Thursday, January 31, 2013

How to plate your food so you get laid (video)

A way to a man's heart is through his stomach. Do you know a way to a woman's heart? Through her eyes, of course. I noticed an interesting trend in my cooking classes. Most men don't comment on food before they taste it. Most women comment on food way before they taste it, particularly if spoon dragging, squeeze bottles, cylinder molds, and micro greens are involved in the plating process. I used to get frustrated that people judge food before tasting it.

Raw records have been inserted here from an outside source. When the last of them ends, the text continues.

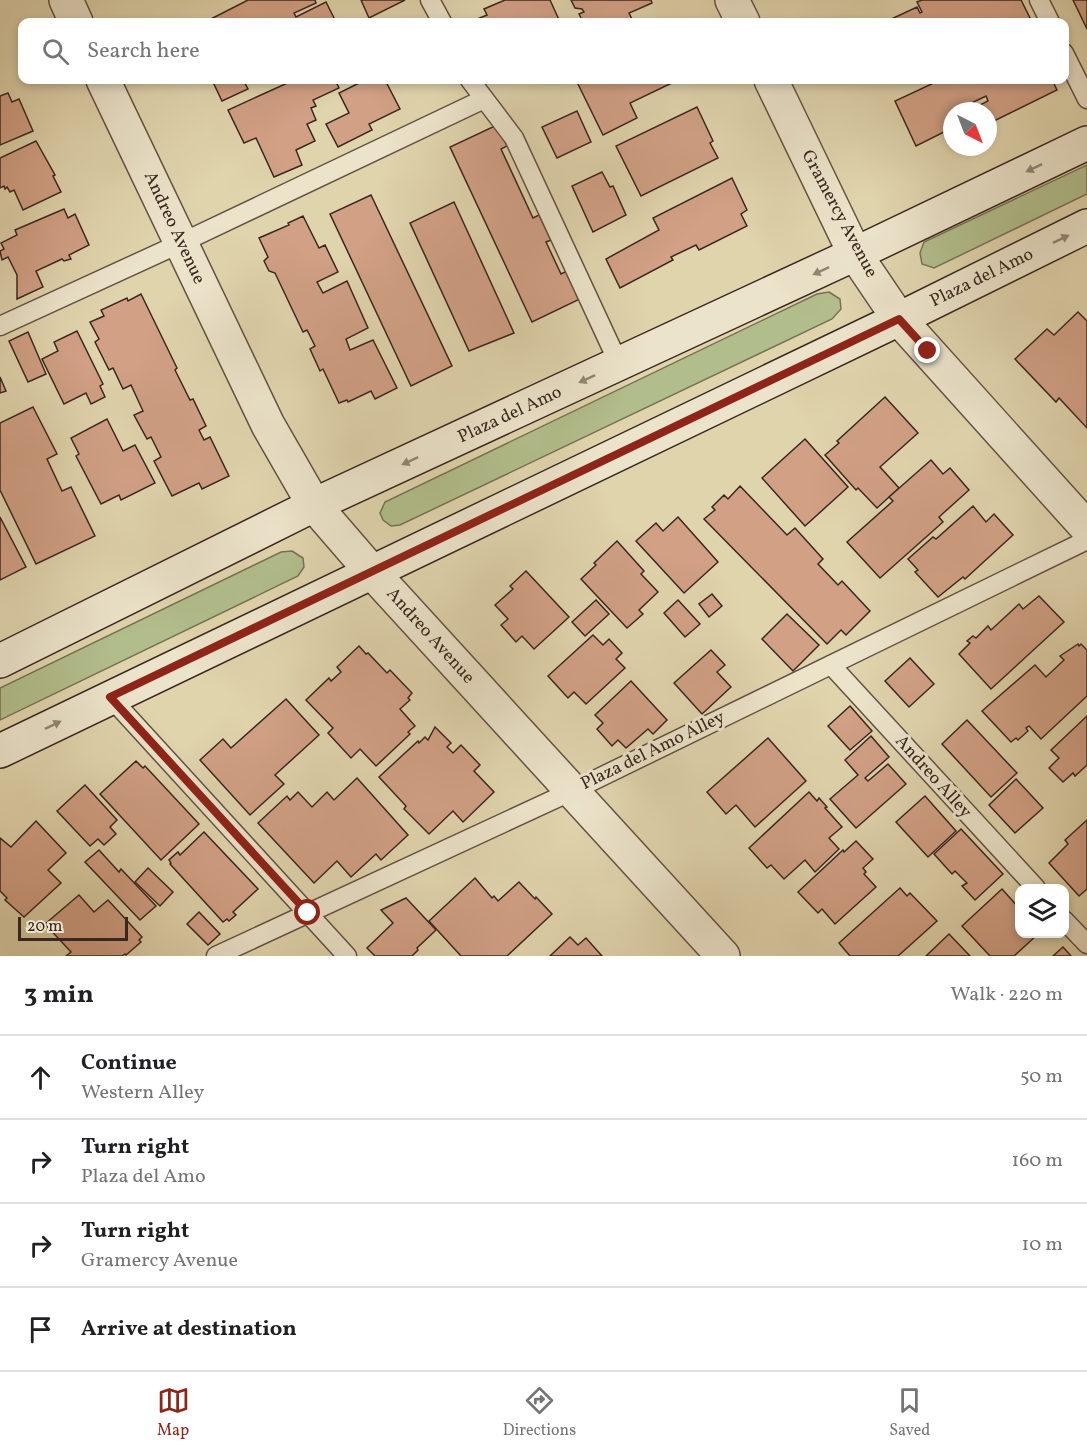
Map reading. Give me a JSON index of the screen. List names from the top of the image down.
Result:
{
  "streets": {
    "main road": ["Gramercy Avenue", "Andreo Avenue", "Plaza del Amo"],
    "lane": ["Plaza del Amo Alley", "Andreo Alley"]
  },
  "crossings": [
    ["Gramercy Avenue", "Plaza del Amo"],
    ["Andreo Avenue", "Plaza del Amo"],
    ["Andreo Avenue", "Plaza del Amo Alley"],
    ["Plaza del Amo Alley", "Andreo Alley"]
  ],
  "scale_bar": "20 m",
  "north": "bottom right",
  "page": {
    "search": "Search here",
    "scale": "20 m",
    "heading": ["3 min", "Walk · 220 m"],
    "list": [
      ["Continue", "Western Alley", "50 m"],
      ["Turn right", "Plaza del Amo", "160 m"],
      ["Turn right", "Gramercy Avenue", "10 m"],
      "Arrive at destination"
    ],
    "nav": ["Map", "Directions", "Saved"]
  }
}
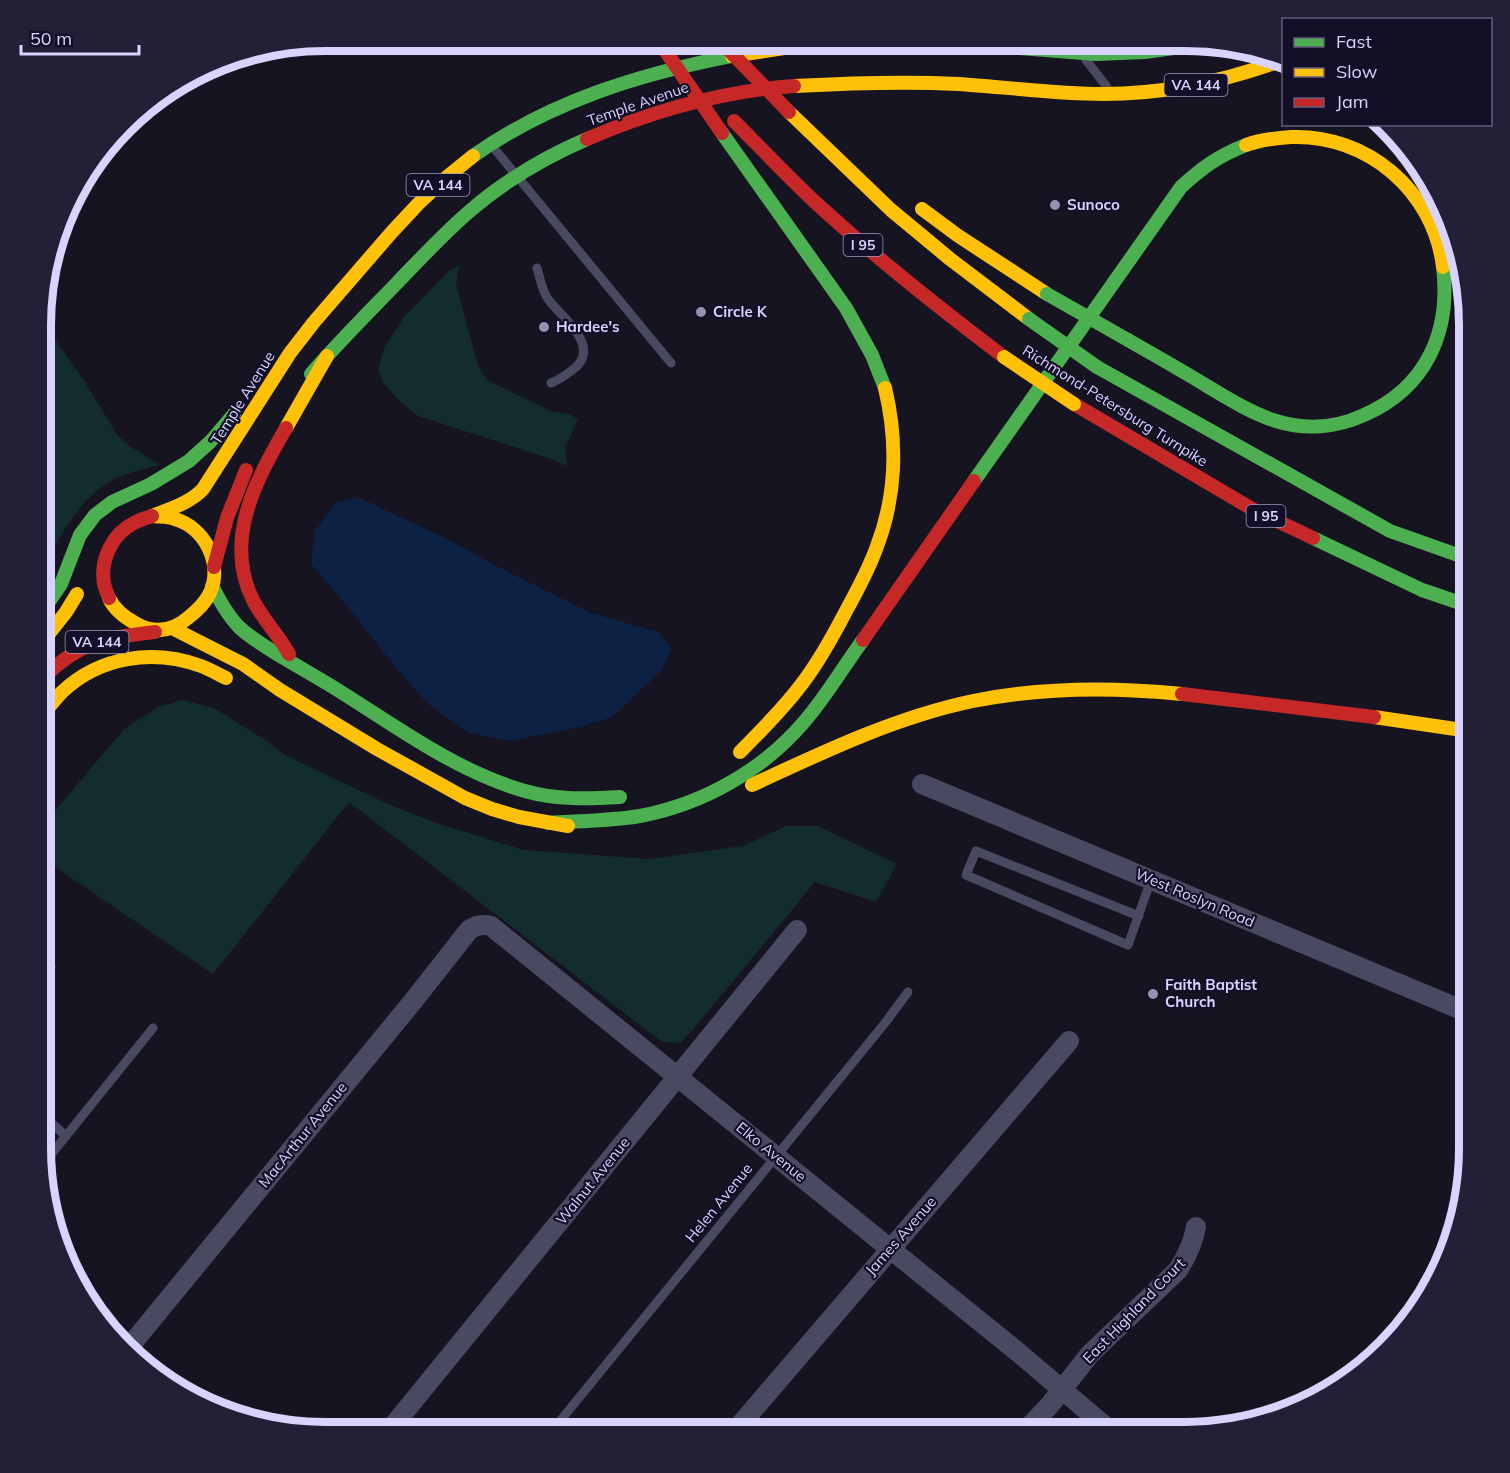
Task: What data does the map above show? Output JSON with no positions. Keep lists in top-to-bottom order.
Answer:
{
  "streets": {
    "main road": [
      "VA 144",
      "Temple Avenue",
      "I 95",
      "Richmond-Petersburg Turnpike"
    ],
    "street": [
      "West Roslyn Road",
      "MacArthur Avenue",
      "Elko Avenue",
      "Walnut Avenue",
      "James Avenue",
      "East Highland Court"
    ],
    "lane": ["Helen Avenue"]
  },
  "crossings": [
    ["VA 144", "Temple Avenue"],
    ["MacArthur Avenue", "Elko Avenue"],
    ["Elko Avenue", "Walnut Avenue"],
    ["Elko Avenue", "Helen Avenue"],
    ["Elko Avenue", "James Avenue"],
    ["Elko Avenue", "East Highland Court"]
  ],
  "places": [
    "Sunoco",
    "Circle K",
    "Hardee's",
    "Faith Baptist Church"
  ],
  "legend": ["Fast", "Slow", "Jam"],
  "scale_bar": "50 m"
}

How it tastes has nothing to do with how it looks.  But women do eat with their eyes first.  Men, get your pencils ready, and pay attention because if you are cooking dinner for your special someone this Valentine's Day, you'll need a plating plan.*

Since plating is much easier to show than to explain, I made you a little video that covers restaurant beauty tips.

YouTube link: Sexy food plating

In case you want to make this dish, here are the recipes for the components.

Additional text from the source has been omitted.